Thursday, March 30, 2017

Hunger Games Lab

1. In this lab we experimented on how natural selection causes species to change and evolve over time. In this lab we stimulated a population of organisms trying to survive, which included Stumpys who could only pick up food with their wrists, Knucklers who could pick up food with their index and middle fingers, and Pinchers who picked up their food using their thumb and index finger. Using those three phenotypes for the organisms, we tried to figure out how natural selection works and if the population would evolve during our trials.

2. The phenotype that was the best at picking up food was Knucklers because you could easily pick up multiple food quickly.

3. In our population it did evolve, because in our data the population gradually became Knucklers and Stumpys decreased and at the end there was only one Stumpy in the population when there was originally ten. As shown in our graph there was an increase in the "A" allele frequency and a slight increase in the "a" allele frequency.

4. Most of the events in the lab were not-random like how where the food was placed and who each person wanted to mate with. The effects of the events caused the population to evolve because organisms like Stumpys would be able to get more food when there would be a pile of food in one area, compared to when food was equally distributed.

5. The results would have been different if the food size became smaller or larger because if the foods were bigger the Stumpys would've had an easier time to pick up food, and if the food was smaller the Pinchers and Knucklers would have an easier time. Some things that may occur in nature in how food may be too small for bigger animals to access and eat compared to smaller animals being more adapted to eating food that are smaller.

6. The results would have been different if there was incomplete dominance because then when two organisms with different phenotypes mate it would be a combination of both of the parents, compared to the lab where the offspring is either one of the parents or inherits a different phenotype that is a different combination than their parents.

7. The relationship between natural selection and evolution is that natural selection causes evolution when a species weeds out traits that wouldn't help them survive in their environment or when a species adapts to a different environment which would change how they would eat and others.

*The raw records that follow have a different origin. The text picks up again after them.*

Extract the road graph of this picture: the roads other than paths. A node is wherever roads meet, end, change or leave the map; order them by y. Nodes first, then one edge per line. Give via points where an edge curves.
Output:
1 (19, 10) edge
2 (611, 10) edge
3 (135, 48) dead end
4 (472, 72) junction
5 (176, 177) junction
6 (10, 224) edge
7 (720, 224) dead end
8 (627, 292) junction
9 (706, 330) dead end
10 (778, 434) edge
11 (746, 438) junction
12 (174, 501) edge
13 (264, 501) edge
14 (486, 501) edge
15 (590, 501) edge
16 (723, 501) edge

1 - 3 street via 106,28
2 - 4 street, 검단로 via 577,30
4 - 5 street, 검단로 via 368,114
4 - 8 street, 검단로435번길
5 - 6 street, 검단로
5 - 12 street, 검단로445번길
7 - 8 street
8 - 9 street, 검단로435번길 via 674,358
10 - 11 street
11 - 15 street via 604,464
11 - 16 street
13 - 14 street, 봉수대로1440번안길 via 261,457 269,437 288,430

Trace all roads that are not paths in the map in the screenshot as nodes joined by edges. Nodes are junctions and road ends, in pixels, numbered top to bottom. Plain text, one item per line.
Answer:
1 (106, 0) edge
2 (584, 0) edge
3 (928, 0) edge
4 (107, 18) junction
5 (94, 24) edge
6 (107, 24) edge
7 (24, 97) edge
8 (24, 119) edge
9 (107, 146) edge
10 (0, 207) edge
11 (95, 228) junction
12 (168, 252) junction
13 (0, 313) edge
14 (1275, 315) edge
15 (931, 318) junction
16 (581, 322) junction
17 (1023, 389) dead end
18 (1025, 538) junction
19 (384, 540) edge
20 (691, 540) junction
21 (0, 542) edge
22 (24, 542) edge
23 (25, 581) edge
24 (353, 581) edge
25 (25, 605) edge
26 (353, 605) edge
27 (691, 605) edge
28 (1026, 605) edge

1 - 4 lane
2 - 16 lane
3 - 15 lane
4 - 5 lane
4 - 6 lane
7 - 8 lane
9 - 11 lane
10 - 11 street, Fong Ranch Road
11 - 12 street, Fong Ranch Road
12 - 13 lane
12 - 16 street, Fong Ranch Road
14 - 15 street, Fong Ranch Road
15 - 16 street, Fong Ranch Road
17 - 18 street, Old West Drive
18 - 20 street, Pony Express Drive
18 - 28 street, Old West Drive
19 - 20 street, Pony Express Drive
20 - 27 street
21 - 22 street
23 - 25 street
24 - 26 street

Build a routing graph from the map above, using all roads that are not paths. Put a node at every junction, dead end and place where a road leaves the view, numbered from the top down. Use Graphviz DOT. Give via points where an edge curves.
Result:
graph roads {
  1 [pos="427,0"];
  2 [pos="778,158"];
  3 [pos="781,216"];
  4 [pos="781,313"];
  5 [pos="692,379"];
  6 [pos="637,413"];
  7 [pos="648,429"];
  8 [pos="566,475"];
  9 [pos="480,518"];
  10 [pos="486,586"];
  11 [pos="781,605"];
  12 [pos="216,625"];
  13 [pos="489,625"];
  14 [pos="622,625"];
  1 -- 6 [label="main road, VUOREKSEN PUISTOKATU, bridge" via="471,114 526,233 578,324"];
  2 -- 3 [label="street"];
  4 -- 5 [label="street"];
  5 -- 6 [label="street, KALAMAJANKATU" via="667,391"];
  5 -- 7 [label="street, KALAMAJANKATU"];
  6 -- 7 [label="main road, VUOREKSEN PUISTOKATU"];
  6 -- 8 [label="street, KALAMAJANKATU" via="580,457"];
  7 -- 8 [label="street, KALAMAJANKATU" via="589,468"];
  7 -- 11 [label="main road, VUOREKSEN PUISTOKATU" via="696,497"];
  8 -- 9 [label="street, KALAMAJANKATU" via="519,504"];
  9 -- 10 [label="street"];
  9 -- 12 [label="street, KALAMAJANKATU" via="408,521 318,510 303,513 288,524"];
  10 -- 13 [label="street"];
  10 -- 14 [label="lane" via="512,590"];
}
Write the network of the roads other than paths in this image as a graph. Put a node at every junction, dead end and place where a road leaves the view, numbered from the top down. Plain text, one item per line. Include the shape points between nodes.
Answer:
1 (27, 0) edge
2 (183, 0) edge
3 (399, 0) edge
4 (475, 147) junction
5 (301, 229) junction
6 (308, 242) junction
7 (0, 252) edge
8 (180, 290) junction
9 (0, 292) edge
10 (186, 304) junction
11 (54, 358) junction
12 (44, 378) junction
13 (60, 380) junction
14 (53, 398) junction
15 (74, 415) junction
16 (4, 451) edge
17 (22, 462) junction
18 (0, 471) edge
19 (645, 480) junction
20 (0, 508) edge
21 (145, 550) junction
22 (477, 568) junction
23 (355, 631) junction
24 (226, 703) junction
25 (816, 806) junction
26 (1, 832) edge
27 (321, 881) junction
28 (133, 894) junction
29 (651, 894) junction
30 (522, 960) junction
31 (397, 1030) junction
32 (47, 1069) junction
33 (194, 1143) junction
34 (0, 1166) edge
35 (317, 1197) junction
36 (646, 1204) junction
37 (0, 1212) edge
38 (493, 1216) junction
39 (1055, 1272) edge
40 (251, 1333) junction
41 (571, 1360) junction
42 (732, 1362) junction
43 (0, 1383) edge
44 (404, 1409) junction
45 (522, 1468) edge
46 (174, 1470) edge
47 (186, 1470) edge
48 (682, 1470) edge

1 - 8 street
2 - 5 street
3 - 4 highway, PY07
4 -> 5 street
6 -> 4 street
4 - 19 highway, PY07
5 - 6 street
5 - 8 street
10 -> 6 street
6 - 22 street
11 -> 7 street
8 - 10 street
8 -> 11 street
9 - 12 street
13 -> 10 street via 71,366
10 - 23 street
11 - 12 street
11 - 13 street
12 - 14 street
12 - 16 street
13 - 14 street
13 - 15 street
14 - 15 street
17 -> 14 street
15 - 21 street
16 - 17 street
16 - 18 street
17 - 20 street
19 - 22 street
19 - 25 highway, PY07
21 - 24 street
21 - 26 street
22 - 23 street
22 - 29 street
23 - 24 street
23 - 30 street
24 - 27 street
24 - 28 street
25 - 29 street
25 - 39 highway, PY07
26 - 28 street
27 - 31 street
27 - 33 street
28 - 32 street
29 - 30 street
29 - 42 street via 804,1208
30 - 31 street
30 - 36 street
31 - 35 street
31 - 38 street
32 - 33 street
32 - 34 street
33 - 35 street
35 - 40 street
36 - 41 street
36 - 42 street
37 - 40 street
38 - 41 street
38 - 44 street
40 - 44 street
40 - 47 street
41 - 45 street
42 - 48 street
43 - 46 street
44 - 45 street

8. The strategies that individuals used and adopted in order to increase their chances of survival and reproduction were going to places with food where not a lot of people were and being more aggressive and faster when grabbing food. This would have affected the allele frequency in the population because if one species ended up surviving and reproducing more than the other species than the allele frequency for that species would raise and the others would decrease. In nature since there are limits to most things, individuals would have to compete to be able to mate with another individual and produce offspring and they would have to be able to easily access other resources in order to survive.

9. In evolution the thing that evolves are the species who are changing due to increase there chances to survive and produce offspring. I think that natural selection acts on both genotype and phenotype. For example if a bird with a big beak left one area and went to another where the food there was smaller and the bird couldn't easily pick up food, the bird would gradually have a smaller beak in order to survive better in it's environment. That would change both the bird's phenotype and genotype because the beak size changed and if the bird were to mate with another bird it would pass the big beak genotype to its offspring and not the smaller beak.

10. I don't have any questions about this subject.

Tuesday, March 7, 2017

Unit 7 Reflection


This unit was about ecology, which is the study of interactions between organisms and their environment. One topic that we learned about in the beginning of our unit was abiotic and biotic factors which are nonliving and living things, and the levels of organization which is organism, population, community, ecosystem, and biome/biosphere. Later we learned about food chains which show how organisms get their energy, and food webs which show how most organisms eat more than one thing and they are more accurate. Towards the end of the unit we learned about the factors that affects populations such as immigration and emigration, and that carrying capacity is the maximum population size that an environment can support. Next we learned about the nutrient cycles which include the water, carbon, nitrogen, and phosphorous cycles which provide organisms things that are essential to life. Finally we learned about biodiversity, the total number of species in an ecosystems, which includes genetic, species, and ecosystem diversity. In our previous unit about bioethics, I made a blog post about Cloning Mammoths which has some things that are similar to this unit, like how because of the things that we want we are endangering other species. 

One thing that I would want to learn more about would be about how people figure out the carrying capacity for certain species. I think that when we had to do the Conservation Biology Project in class, my collaboration skills improved than when we had to do group work last semester. Some things that went well with my group was that we agreed on most things that we wanted on the presentation and we made sure that we finished everything on time so that we didn't have to do it for homework. One thing that didn't go well was editing the video, so we had to redo it because it had to just be one video instead of multiple ones. I learned more about what we had learned during this unit by researching about the area that we chose by adding things that we learned to it. I think that the collaboration was good in our group, because we managed our time well each period that we got to work in and we were able to agree and help out with others in our group.